- PROBLEM TO SOLVE
Up to and including the line that holds "middle tip: (142, 187)", copy every line of the records below exactly, starting at the first; leave pictures out.

- STUDY MATERIAL

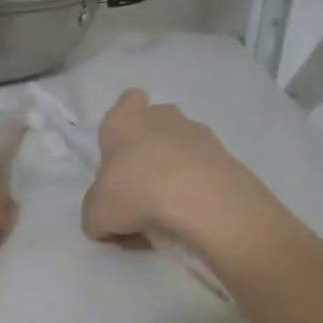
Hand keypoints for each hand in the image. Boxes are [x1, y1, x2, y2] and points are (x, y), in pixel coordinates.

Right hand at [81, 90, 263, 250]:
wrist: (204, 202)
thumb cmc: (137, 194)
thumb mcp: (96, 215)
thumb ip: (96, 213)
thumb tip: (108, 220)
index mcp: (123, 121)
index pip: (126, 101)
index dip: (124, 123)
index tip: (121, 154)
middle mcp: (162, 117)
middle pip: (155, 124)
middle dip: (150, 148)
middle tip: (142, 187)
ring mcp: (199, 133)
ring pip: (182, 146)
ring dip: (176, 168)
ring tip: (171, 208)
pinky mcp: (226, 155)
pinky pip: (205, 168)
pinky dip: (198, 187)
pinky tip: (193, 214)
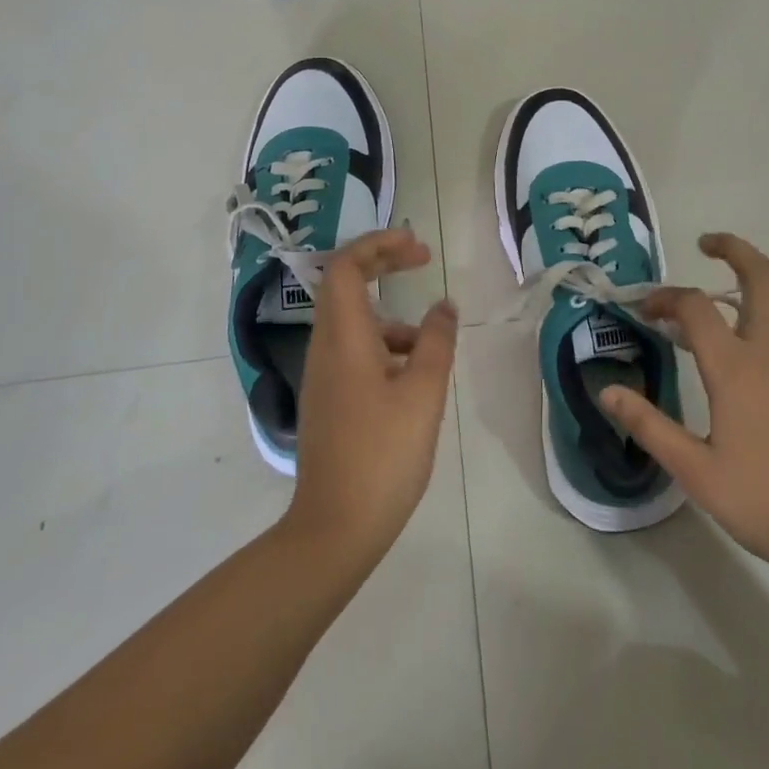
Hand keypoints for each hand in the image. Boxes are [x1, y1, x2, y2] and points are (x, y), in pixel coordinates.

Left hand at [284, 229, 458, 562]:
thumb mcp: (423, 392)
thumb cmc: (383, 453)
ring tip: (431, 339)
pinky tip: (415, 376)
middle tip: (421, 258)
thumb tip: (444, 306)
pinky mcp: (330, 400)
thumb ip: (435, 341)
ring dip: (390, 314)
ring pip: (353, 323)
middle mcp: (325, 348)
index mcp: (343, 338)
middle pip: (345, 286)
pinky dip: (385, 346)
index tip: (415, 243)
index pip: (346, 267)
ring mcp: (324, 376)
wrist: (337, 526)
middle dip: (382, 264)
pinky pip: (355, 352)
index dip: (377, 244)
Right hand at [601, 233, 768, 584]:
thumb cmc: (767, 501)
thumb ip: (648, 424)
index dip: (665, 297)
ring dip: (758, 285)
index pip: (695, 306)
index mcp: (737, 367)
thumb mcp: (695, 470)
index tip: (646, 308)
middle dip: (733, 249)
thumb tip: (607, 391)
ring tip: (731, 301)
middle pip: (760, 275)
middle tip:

- SOLVED EXERCISE
Hand keypoints for each hand in the image. Boxes are [x1, y1, x2, y2] and points are (x, y), in pixel coordinates.

Right hand at [81, 90, 263, 250]:
wrist: (204, 202)
thumb cmc: (137, 194)
thumb mcp: (96, 215)
thumb ip: (96, 213)
thumb tip: (108, 220)
index mcp: (123, 121)
index pip: (126, 101)
index dip: (124, 123)
index tip: (121, 154)
middle mcp: (162, 117)
middle pip: (155, 124)
middle dip: (150, 148)
middle tip: (142, 187)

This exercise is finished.